What you will do:
Write out every line below again exactly as it stands, skipping each image.

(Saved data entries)

┌──

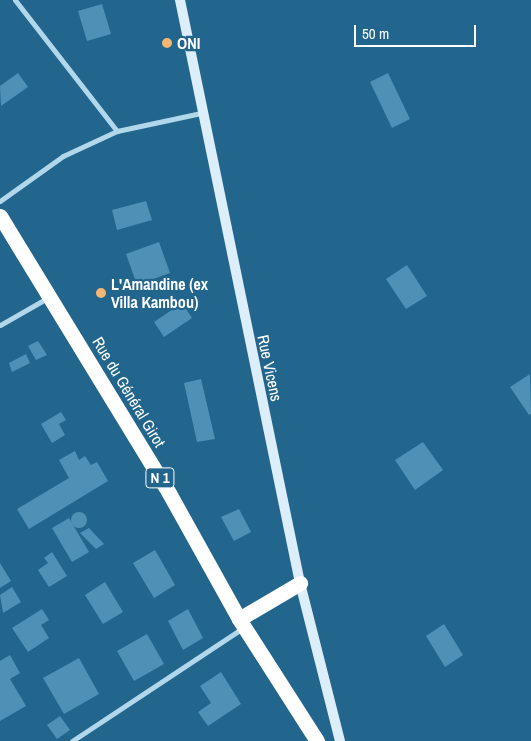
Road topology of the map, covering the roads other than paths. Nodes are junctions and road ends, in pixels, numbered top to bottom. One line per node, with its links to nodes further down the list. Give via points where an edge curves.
1 (15, 0): 4 (street)
2 (180, 0): 3 (street, Rue Vicens)
3 (201, 113): 4 (street); 9 (street, Rue Vicens)
4 (117, 131): 5 (street, via 63,156)
5 (0, 201)
6 (0, 216): 7 (highway, Rue du Général Girot / N 1)
7 (51, 296): 8 (street); 10 (highway, Rue du Général Girot / N 1)
8 (0, 324)
9 (300, 584): 10 (highway); 13 (street, Rue Vicens)
10 (241, 623): 11 (street); 12 (highway, Rue du Général Girot / N 1)
11 (72, 741)
12 (317, 741)
13 (340, 741)

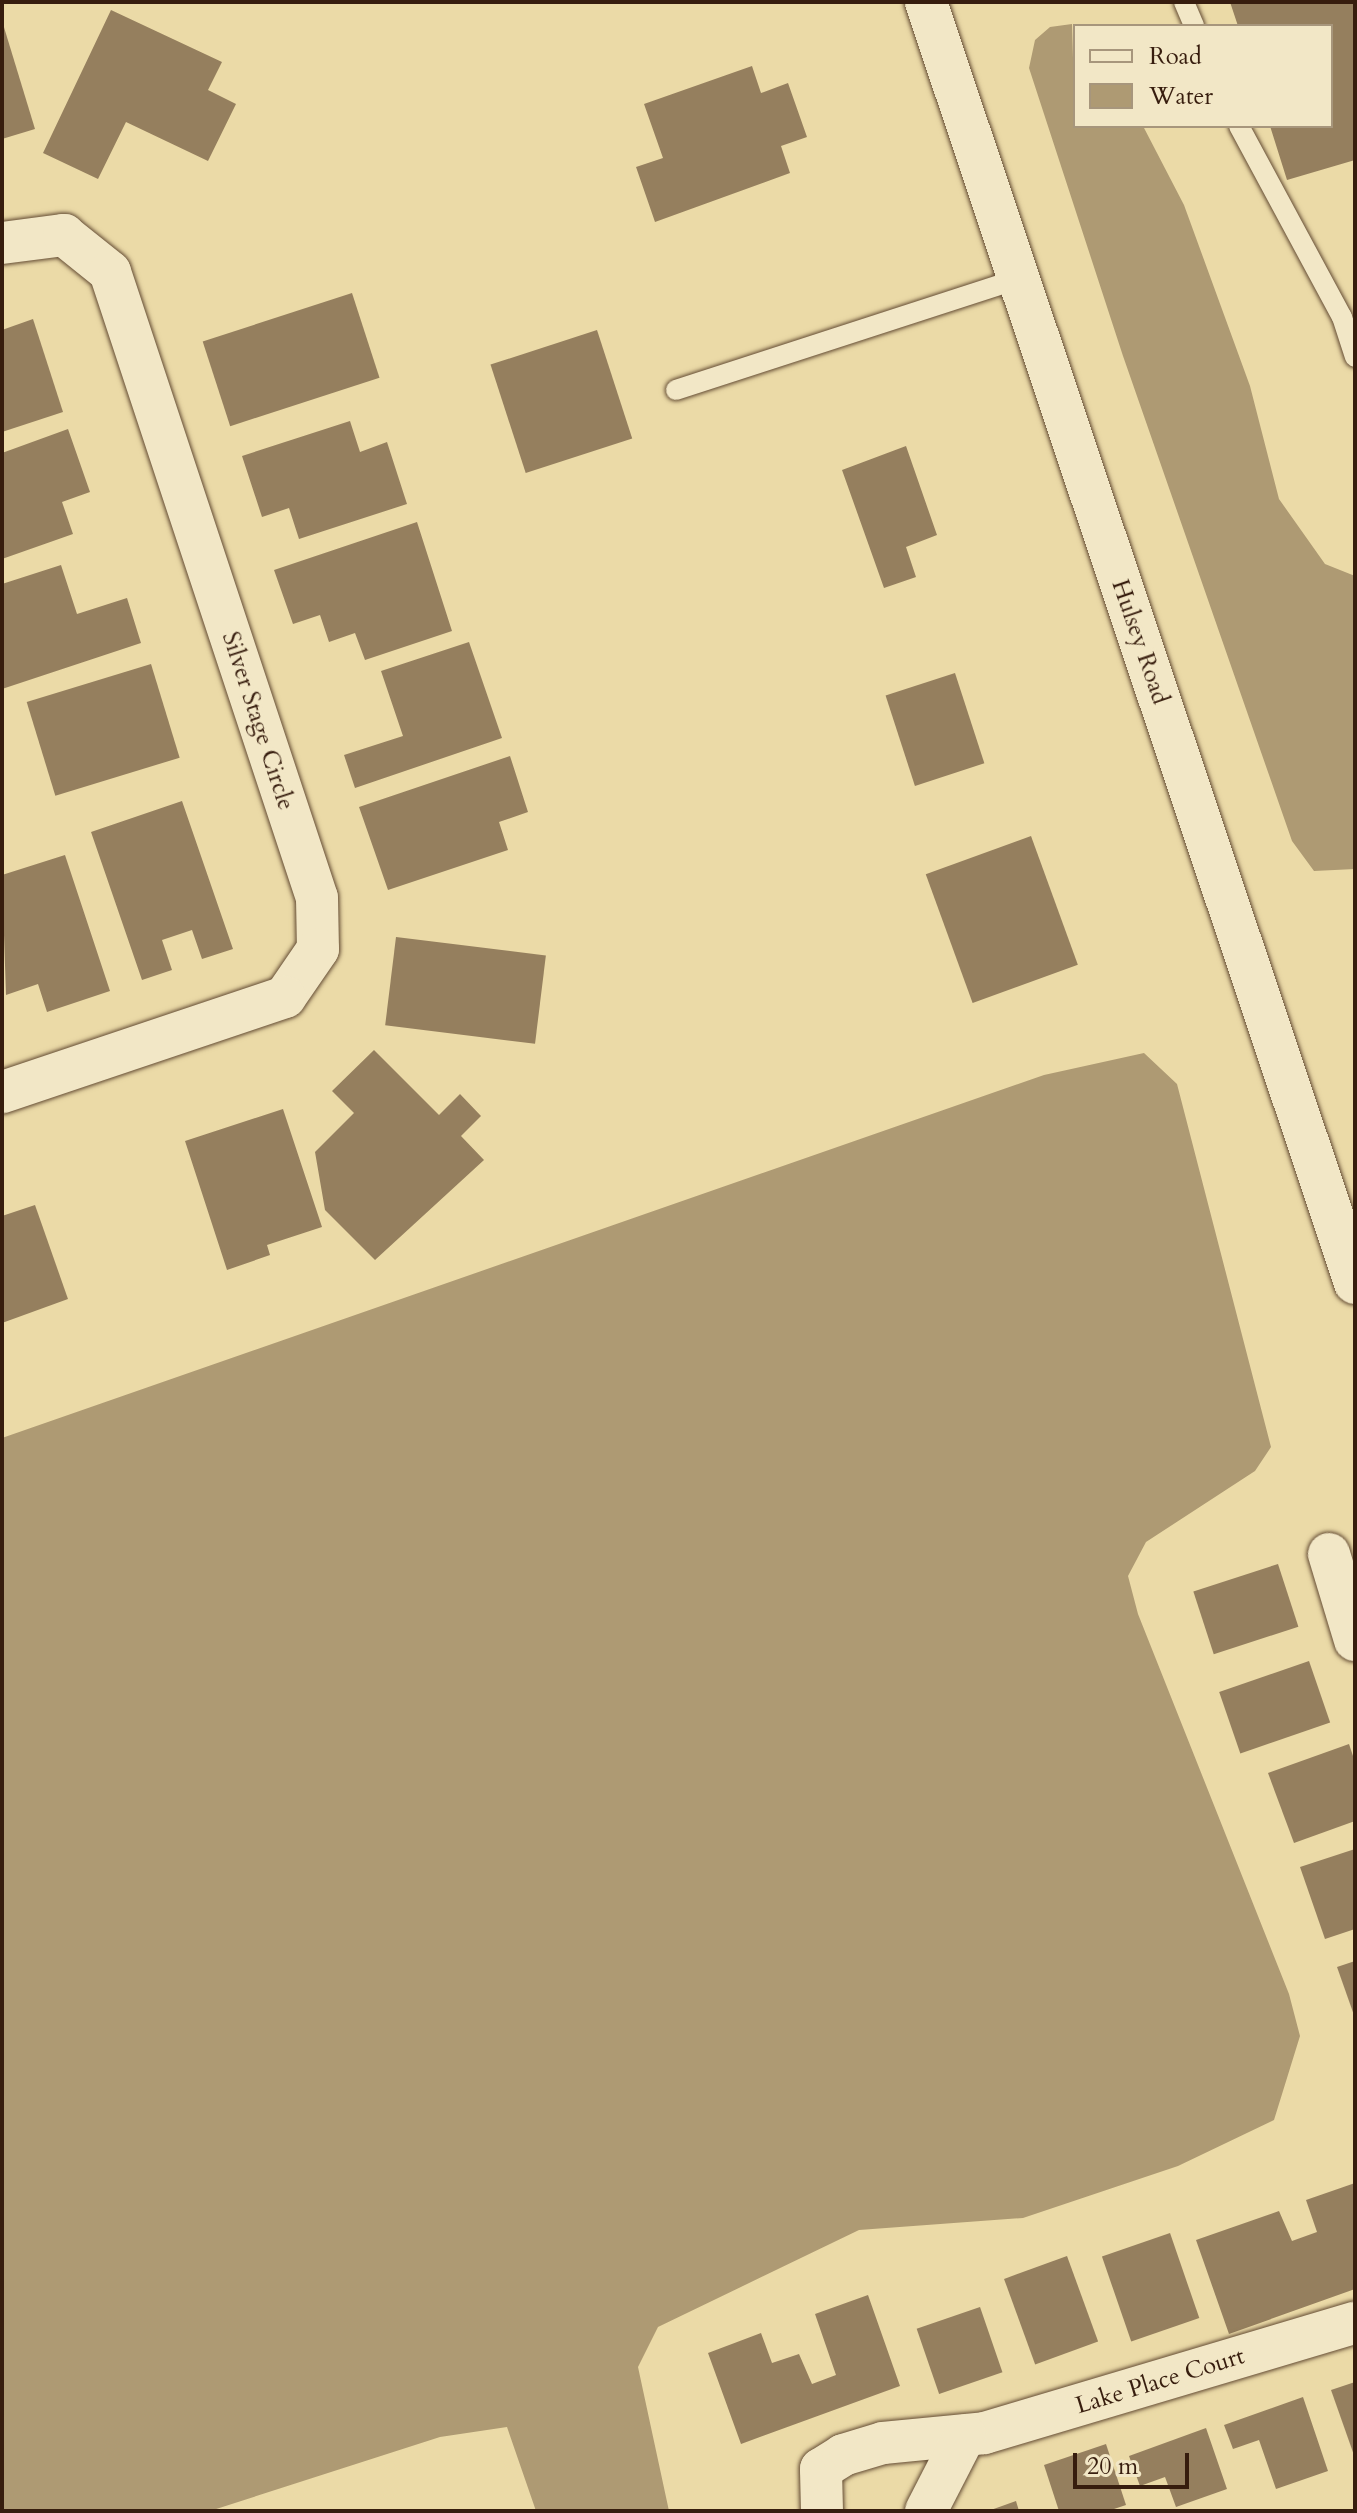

└──

Your response:
Road topology of the map, covering the roads other than paths. Nodes are junctions and road ends, in pixels, numbered top to bottom. One line per node, with its links to nodes further down the list. Give via points where an edge curves.
1 (15, 0): 4 (street)
2 (180, 0): 3 (street, Rue Vicens)
3 (201, 113): 4 (street); 9 (street, Rue Vicens)
4 (117, 131): 5 (street, via 63,156)
5 (0, 201)
6 (0, 216): 7 (highway, Rue du Général Girot / N 1)
7 (51, 296): 8 (street); 10 (highway, Rue du Général Girot / N 1)
8 (0, 324)
9 (300, 584): 10 (highway); 13 (street, Rue Vicens)
10 (241, 623): 11 (street); 12 (highway, Rue du Général Girot / N 1)
11 (72, 741)
12 (317, 741)
13 (340, 741)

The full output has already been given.